In chasing our goal to be the world's largest sender of direct mail, our systems need to be robust and scalable; one place where we've made major upgrades to support our next phase of growth is in our webhooks.
Our webhooks product is a labor of love, built from the ground up with our own blood, sweat, and tears. But when just maintaining it was bringing our engineers to tears, it was time to think about an overhaul.
Webhooks are API push notifications, or HTTP requests, that get triggered by specific events and send data to a specified URL. At Lob, we use webhooks to send real-time notifications to our customers based on events within Lob’s system. A common example for our customers is to use webhooks to get notified when a mailpiece is delivered for their tracking and analytics. (Here is a complete list of events triggered by Lob’s webhooks, and if you want to try your hand at integrating, here is a tutorial using Node.js.)
Lob currently sends about 50 million events to our customers each month—needless to say, we need this functionality to be reliable and scalable.
Webhooks V1 was built completely internally, and while it’s been performant, it was not an ideal solution long-term for a number of reasons.
- An overly-complex design made it difficult for developers to understand and work with.

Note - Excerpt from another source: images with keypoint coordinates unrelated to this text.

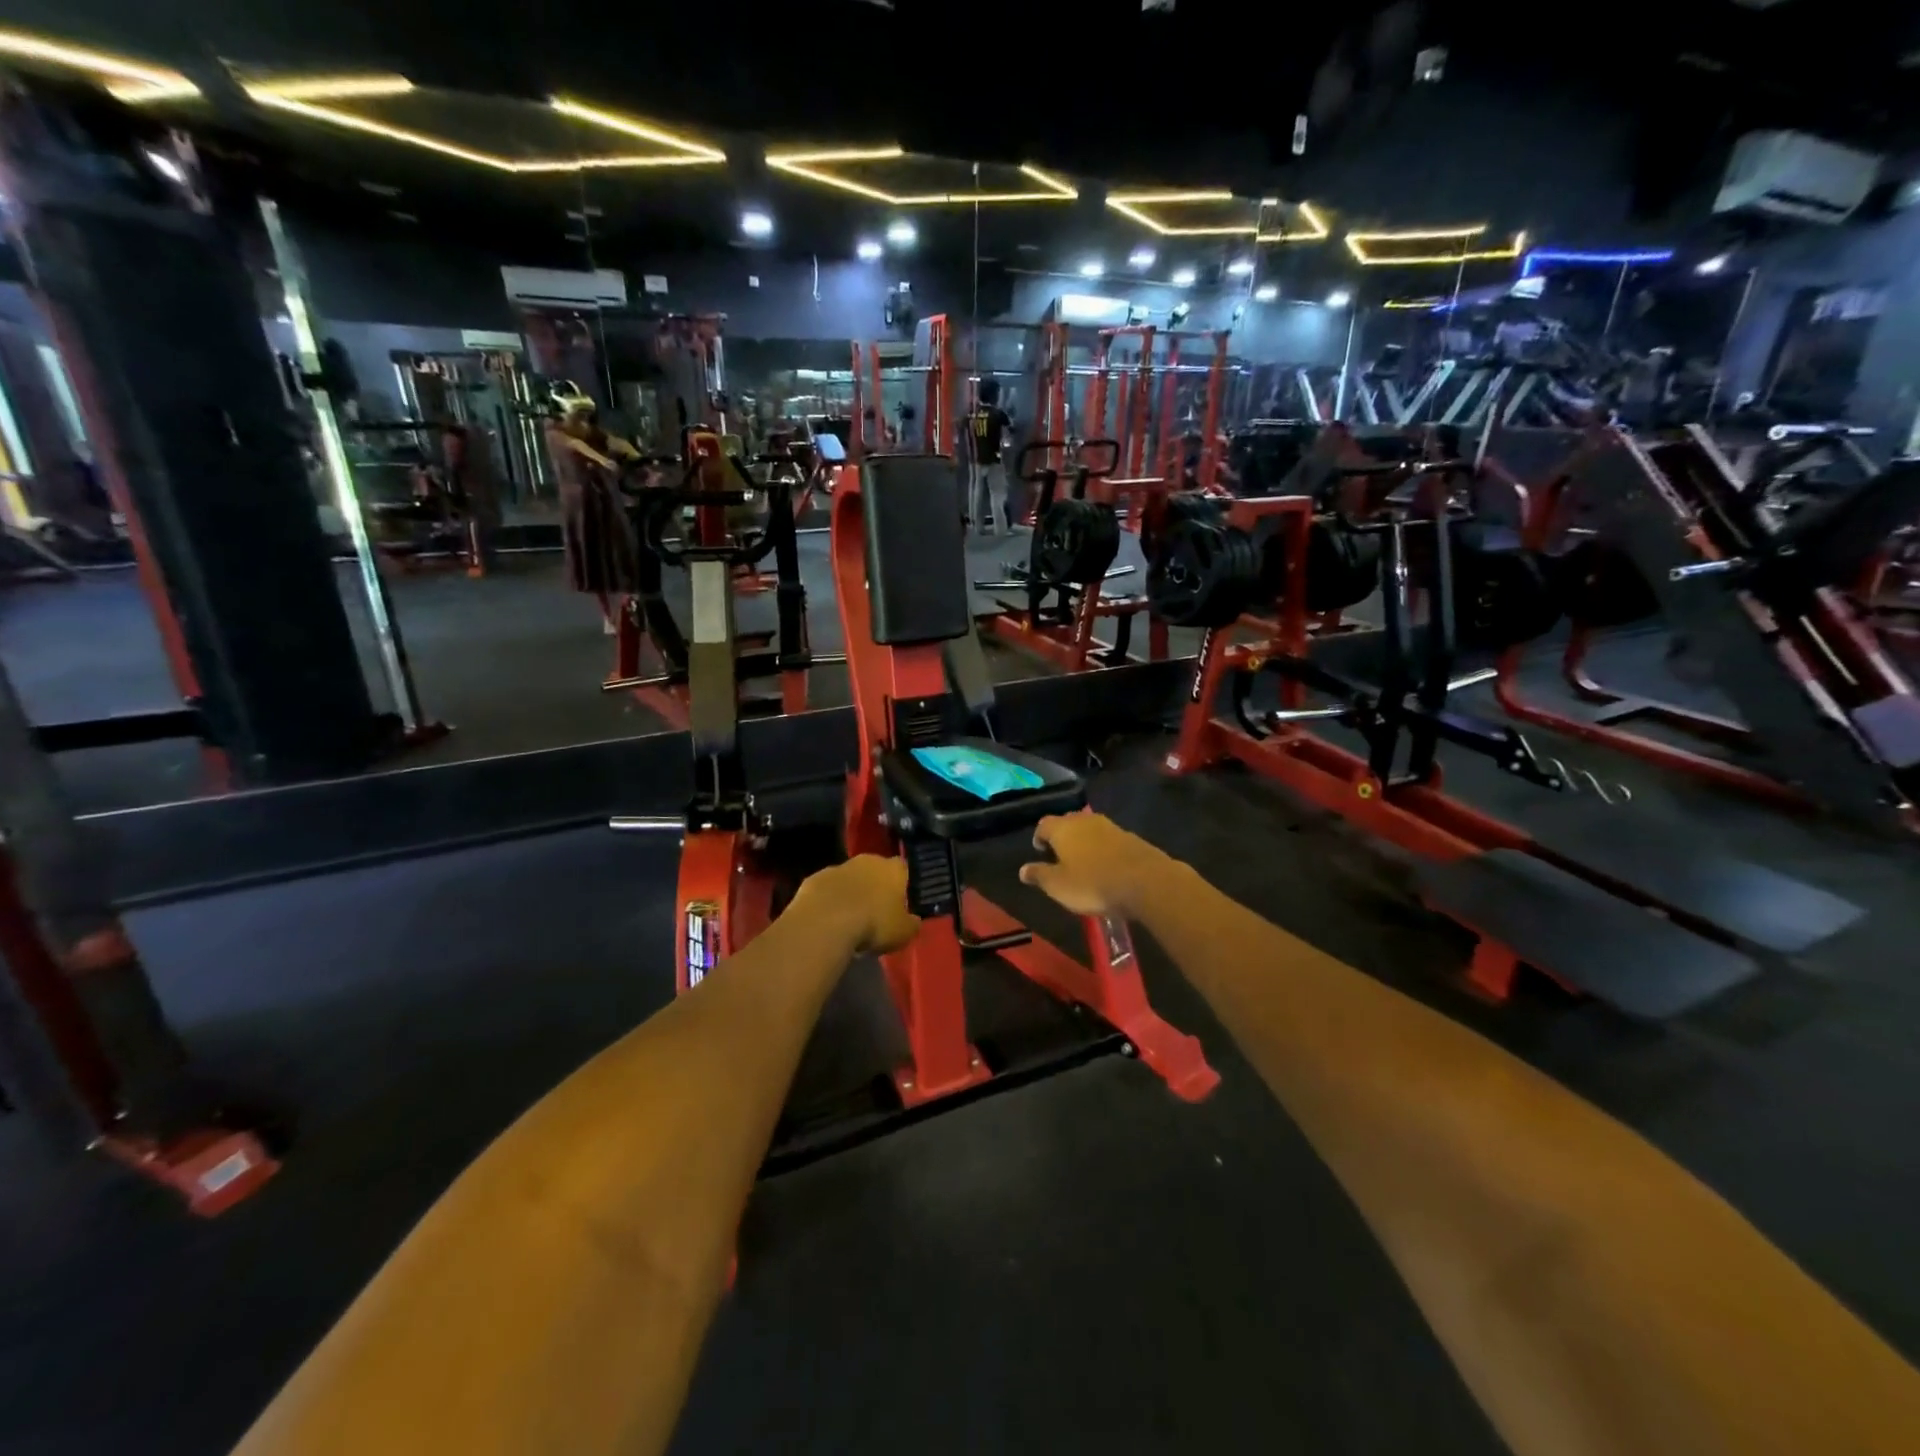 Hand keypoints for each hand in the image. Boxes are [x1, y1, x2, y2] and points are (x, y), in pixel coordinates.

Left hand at [796, 855, 919, 954]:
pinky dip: (829, 900)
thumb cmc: (873, 924)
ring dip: (851, 892)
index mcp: (892, 869)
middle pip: (875, 870)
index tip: (901, 901)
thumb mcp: (903, 933)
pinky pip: (827, 889)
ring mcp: (838, 867)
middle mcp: (867, 861)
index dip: (903, 884)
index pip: (903, 869)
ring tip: (850, 918)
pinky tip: (828, 919)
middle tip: (875, 910)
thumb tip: (914, 921)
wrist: (825, 923)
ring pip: (849, 878)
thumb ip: (912, 924)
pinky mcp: (814, 879)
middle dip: (875, 886)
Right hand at [1018, 813, 1166, 918]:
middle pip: (1067, 822)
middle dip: (1062, 836)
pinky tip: (1106, 866)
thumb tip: (1022, 869)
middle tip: (1060, 856)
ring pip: (1089, 829)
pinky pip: (1109, 839)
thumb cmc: (1092, 884)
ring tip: (1083, 862)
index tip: (1040, 851)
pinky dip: (1103, 849)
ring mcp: (1110, 826)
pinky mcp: (1130, 837)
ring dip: (1084, 842)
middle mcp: (1084, 821)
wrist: (1144, 881)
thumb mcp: (1058, 886)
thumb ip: (1039, 875)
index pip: (1043, 825)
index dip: (1039, 837)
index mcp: (1062, 829)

- Not scalable: V1 utilized an AWS service called simple workflow (SWF), which has a hard limit on concurrent executions.

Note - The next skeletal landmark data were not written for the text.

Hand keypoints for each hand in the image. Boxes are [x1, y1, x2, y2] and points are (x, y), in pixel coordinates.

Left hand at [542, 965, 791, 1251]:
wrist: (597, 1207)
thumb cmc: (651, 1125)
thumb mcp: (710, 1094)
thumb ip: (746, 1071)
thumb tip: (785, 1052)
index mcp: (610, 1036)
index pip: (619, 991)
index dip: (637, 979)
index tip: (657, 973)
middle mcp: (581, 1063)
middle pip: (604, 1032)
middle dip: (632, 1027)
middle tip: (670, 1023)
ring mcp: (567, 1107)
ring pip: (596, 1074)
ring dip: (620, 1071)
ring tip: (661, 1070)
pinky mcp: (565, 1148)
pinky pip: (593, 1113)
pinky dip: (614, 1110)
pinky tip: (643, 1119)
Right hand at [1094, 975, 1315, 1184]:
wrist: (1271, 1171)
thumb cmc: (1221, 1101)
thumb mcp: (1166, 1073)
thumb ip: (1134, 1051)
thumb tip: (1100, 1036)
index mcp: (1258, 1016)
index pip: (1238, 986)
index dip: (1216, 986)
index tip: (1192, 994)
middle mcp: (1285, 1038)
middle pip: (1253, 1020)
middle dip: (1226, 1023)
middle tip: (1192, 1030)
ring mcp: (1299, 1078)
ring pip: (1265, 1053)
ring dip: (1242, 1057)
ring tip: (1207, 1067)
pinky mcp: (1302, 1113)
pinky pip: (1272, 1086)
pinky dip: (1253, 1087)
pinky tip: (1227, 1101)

- Expensive: The AWS service cost was increasing and impacting our engineering budget.
- V1 lacked key features that our customers have requested such as rate limiting, OAuth, easy replay of events (and because of the complex design, these features would be very difficult to add).
Overall, Webhooks V1 was showing its age and giving a poor experience for both Lob engineers (hard to work with, difficult to debug) and the customer (less features, slower incident resolution).

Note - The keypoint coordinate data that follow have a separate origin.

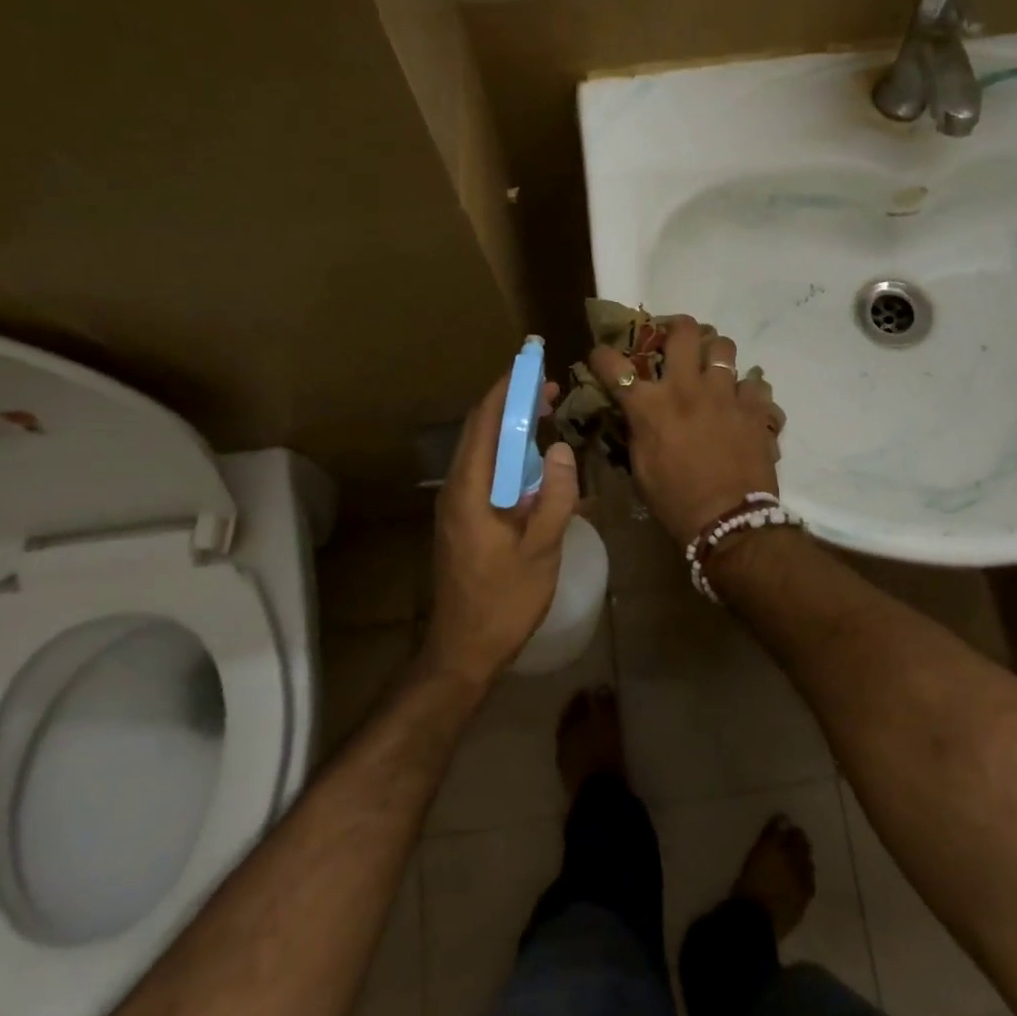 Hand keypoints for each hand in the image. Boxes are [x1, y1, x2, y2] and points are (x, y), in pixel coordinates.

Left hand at [424, 371, 580, 690]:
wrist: (463, 650)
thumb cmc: (504, 602)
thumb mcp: (540, 550)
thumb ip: (553, 497)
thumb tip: (560, 449)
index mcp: (470, 490)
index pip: (485, 422)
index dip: (506, 389)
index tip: (531, 365)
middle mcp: (456, 489)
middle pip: (480, 431)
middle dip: (510, 403)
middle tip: (548, 388)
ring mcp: (456, 505)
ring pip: (482, 451)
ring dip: (510, 430)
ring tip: (545, 417)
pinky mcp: (463, 519)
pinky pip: (485, 473)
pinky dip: (508, 456)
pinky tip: (534, 465)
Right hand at [587, 314, 781, 545]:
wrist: (729, 521)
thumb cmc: (676, 501)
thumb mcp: (641, 467)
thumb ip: (638, 430)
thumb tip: (636, 412)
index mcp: (650, 405)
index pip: (614, 365)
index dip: (603, 355)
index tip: (602, 355)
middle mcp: (686, 388)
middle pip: (683, 331)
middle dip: (676, 327)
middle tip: (676, 339)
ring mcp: (724, 393)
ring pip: (724, 346)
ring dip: (716, 353)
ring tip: (714, 366)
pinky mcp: (754, 407)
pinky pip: (755, 383)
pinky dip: (747, 390)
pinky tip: (742, 403) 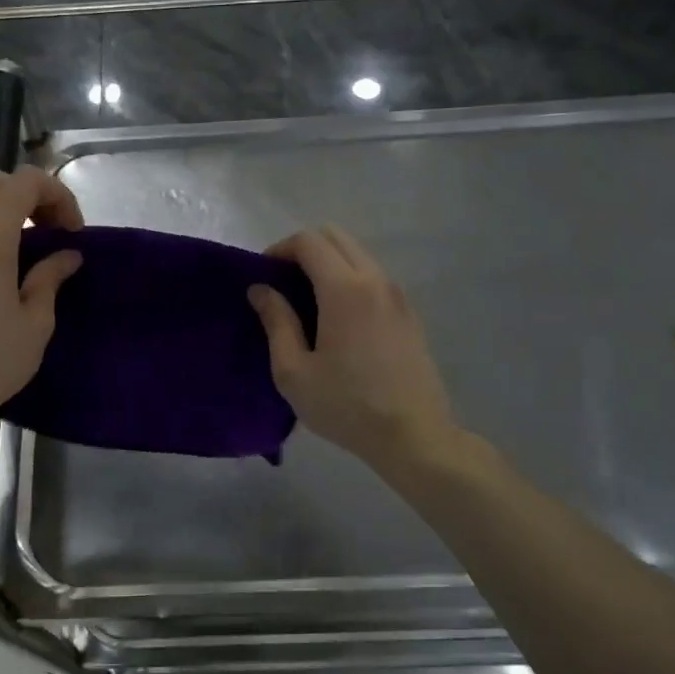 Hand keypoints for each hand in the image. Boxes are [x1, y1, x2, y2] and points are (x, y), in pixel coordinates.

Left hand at [0, 166, 83, 443]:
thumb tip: (67, 255)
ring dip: (9, 211)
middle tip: (55, 232)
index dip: (57, 195)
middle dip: (33, 196)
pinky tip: (3, 267)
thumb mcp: (35, 323)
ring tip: (32, 250)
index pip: (24, 182)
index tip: (73, 232)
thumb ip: (50, 278)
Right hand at [248, 225, 454, 467]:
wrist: (414, 436)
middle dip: (304, 250)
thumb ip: (276, 322)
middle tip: (283, 284)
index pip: (309, 241)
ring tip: (308, 303)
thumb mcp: (294, 371)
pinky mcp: (409, 314)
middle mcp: (375, 280)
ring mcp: (398, 296)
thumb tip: (261, 289)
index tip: (263, 276)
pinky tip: (338, 321)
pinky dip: (350, 281)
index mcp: (345, 289)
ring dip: (329, 265)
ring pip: (358, 255)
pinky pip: (374, 278)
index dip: (279, 249)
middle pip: (336, 237)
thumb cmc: (346, 405) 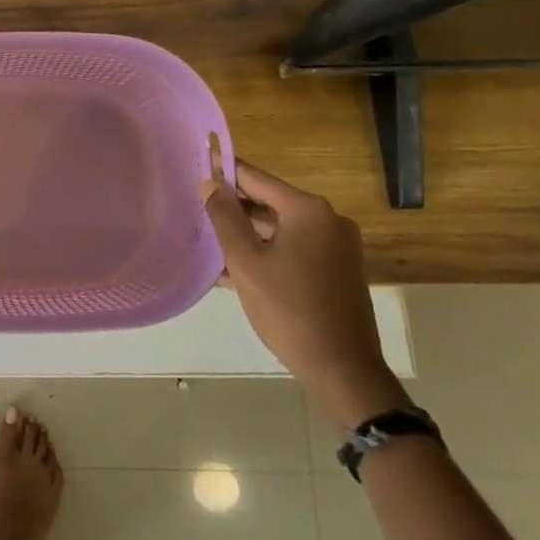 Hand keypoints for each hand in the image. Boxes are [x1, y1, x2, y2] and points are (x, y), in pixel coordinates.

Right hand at [204, 160, 407, 431]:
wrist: (343, 370)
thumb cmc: (288, 310)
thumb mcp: (246, 261)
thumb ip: (225, 217)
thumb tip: (210, 184)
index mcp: (308, 210)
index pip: (256, 178)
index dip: (224, 173)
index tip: (196, 170)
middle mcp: (329, 219)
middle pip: (270, 202)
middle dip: (235, 209)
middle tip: (199, 213)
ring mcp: (338, 245)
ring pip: (282, 227)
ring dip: (249, 234)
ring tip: (212, 244)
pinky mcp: (339, 269)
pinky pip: (296, 247)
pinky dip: (269, 251)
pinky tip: (239, 268)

The team was faced with the classic dilemma of build vs buy. We’d already tried the build option and wanted to explore the buy option. Our first attempt resulted in accidental complexity. We thought an out-of-the box solution could potentially prevent this. Enter 3rd-party web service: Svix.
Svix is a YC-backed webhooks-as-a-service platform. As Svix notes, “webhooks are harder than they seem” (true statement), so their goal is to reduce engineering time, resources, and ongoing maintenance.
For our webhooks infrastructure, in both versions, events flow from a few sources, like the USPS, and all are routed through Lob’s webhooks REST API. In V1, what followed was a lengthy and complex process—involving multiple queues, workers, and different services—before getting to the customer. In V2, we replaced this complexity with Svix: we now have just one queue, one autoscaling worker, and Svix.
Version 2 includes changes to the Lob dashboard. Requests go from the dashboard to Lob’s API, then to a new webhooks service we built to send the requests onto Svix.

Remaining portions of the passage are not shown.